Money is very, very tight. As of today, I don't have enough to pay July rent and eat (or a bus pass... and the bills? They can wait...for a while). Luckily, I have very understanding landlords. I told them I might not be able to pay full rent at the beginning of the month. They know that when I am working, I am usually able to make good money in a short amount of time. Still, there's a lot of anxiety. I know that worrying doesn't make it better - that it not only makes me feel worse, but it's a form of resistance and therefore keeps work from flowing to me. But we're cutting it awfully close here, and I have two big payments in my Financial Situation coming up in the next couple of weeks. So yeah, there's anxiety.

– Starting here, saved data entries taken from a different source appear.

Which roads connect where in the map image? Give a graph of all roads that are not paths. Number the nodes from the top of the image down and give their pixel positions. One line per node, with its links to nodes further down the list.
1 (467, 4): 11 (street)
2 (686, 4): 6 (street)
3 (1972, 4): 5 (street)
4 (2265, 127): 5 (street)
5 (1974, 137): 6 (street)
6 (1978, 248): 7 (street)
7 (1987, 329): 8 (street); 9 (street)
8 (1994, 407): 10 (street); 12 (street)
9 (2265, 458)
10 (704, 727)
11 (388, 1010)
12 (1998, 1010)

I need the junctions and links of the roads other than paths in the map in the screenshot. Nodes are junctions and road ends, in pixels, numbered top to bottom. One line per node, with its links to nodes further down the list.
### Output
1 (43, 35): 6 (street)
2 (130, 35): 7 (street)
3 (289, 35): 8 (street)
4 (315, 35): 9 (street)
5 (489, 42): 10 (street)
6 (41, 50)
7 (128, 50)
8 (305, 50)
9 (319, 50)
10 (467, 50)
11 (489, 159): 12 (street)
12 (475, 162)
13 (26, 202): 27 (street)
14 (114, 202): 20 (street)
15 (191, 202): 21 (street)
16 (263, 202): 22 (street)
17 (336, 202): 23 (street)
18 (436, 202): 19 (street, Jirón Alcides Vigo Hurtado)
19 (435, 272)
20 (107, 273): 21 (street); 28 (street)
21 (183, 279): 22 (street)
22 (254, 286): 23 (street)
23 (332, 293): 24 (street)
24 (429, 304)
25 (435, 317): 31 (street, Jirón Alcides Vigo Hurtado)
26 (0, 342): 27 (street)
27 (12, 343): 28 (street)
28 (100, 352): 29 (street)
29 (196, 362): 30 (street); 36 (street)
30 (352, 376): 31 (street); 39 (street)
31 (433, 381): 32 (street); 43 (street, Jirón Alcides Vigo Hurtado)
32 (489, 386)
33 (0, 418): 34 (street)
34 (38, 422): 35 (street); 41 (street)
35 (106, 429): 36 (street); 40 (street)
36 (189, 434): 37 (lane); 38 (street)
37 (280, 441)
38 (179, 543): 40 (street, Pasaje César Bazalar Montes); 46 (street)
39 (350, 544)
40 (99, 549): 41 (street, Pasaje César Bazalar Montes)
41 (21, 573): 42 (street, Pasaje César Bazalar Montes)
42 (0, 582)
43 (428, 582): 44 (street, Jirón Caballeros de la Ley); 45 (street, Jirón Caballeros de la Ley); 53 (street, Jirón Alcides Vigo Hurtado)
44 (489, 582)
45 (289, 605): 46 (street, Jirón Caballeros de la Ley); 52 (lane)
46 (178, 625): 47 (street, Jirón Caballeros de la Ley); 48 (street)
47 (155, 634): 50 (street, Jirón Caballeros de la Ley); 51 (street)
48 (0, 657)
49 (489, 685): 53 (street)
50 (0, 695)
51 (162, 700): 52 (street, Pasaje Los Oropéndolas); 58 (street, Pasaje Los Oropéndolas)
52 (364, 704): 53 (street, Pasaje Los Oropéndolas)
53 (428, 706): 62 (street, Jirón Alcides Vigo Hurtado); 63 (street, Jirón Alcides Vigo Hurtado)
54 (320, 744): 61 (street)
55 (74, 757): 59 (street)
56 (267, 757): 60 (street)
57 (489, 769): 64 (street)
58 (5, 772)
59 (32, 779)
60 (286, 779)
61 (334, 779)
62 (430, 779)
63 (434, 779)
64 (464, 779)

Which leads me to... The sister I'm closest to sent me a little money today, out of the blue. It won't cover rent, but it will help me eat, which is always good :) I felt so appreciative and yet so ambivalent - she was very generous on my birthday, and I know that she has bills to pay, too. Her rationale was that neither of my other sisters gave me anything for my birthday, and that if they had, I'd at least have a little bit more. I thanked her and - even though I know it was a gift - I said that when money is flowing again, I would send it back to her. Then - this was my "real" gift for the day - I sent her a Rubber Chicken thank-you card.
I'm not totally comfortable being on the receiving end. In the past, I've begged my friends to help me, and I've alienated a lot of people (though I've long since repaid all personal debts). My mindset is different now, and I really would rather be giving. But maybe the lesson right now, today, is to learn how to receive, too.
I felt down much of the day, though that certainly lifted my spirits a bit. I couldn't find the creative flow, so I did left-brain tasks like putting notes into Word. I've been working and working on creating a new Web site, brainstorming ideas for content, etc. But I still had my old clunky placeholder site. So I decided to really simplify and create a "business card" site - for now - that just has my portfolio, client testimonials and services. Once I've revised my bio, I'll add that. I actually like this one a lot. (And yes, now you can all see what I look like!) Eventually, I'll change it to include the ideas I've been percolating, but at least now I have something I don't cringe to think people might actually visit, and I can focus on my other ideas.
I'm so glad you all are here. This community is my bedrock right now, and your support means the world to me. I know things will get better, and I appreciate all your kind words - well, even when things were good, I appreciated them, but now I really live for them. Here's to a great Round 12!
Hope you all had a good Friday. Cheers!